[Saved data entries]
#####
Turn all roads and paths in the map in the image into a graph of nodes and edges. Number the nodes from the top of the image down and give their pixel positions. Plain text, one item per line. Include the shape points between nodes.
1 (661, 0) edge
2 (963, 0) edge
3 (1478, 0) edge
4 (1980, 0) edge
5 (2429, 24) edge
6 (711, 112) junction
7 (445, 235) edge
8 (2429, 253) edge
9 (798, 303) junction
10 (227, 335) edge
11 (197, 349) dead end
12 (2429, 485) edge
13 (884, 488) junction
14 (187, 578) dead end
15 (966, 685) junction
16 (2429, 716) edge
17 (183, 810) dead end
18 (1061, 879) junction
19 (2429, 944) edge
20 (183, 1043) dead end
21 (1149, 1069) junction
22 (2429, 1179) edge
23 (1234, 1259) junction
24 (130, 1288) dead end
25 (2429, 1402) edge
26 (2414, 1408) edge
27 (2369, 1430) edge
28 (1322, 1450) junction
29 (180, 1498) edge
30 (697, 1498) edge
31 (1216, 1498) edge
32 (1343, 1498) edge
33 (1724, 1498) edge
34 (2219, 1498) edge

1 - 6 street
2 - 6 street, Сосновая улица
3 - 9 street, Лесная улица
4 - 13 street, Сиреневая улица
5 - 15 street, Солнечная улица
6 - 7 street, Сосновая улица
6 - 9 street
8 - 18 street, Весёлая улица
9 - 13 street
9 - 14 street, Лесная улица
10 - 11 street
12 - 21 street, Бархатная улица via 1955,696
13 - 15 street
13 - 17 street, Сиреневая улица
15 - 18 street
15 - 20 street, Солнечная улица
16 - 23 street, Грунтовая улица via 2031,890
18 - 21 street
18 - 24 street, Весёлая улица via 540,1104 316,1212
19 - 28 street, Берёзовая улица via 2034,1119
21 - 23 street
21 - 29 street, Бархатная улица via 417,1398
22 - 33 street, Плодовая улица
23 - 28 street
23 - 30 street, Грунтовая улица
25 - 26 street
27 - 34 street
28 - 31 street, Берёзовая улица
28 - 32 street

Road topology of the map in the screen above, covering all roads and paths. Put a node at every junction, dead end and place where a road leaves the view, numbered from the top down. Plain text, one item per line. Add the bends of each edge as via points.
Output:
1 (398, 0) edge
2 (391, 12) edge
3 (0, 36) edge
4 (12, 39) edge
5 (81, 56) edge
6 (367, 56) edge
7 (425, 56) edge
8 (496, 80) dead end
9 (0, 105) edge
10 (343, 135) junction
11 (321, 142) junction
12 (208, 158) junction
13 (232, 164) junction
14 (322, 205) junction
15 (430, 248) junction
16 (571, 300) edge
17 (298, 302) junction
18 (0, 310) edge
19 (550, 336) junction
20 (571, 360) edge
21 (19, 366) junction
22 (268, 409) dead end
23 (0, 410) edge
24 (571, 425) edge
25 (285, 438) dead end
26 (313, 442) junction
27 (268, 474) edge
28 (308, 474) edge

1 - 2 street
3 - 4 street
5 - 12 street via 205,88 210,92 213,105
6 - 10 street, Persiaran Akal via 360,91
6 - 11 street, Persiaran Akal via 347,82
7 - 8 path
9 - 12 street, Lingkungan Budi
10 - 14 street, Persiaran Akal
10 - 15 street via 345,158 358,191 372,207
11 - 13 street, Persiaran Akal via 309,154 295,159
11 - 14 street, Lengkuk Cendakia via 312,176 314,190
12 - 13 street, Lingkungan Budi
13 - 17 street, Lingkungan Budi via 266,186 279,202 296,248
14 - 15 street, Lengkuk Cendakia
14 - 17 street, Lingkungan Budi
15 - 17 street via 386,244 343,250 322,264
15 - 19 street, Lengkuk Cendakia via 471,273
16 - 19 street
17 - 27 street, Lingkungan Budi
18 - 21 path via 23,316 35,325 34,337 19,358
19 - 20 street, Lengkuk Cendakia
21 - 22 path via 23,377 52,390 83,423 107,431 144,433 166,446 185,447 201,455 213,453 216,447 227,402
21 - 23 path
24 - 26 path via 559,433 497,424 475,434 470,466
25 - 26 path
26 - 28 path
#####
### [Required work]
Once the lines of the entries containing the word "Солнечная" have been counted, report the number alone.

### [Problem solution]
2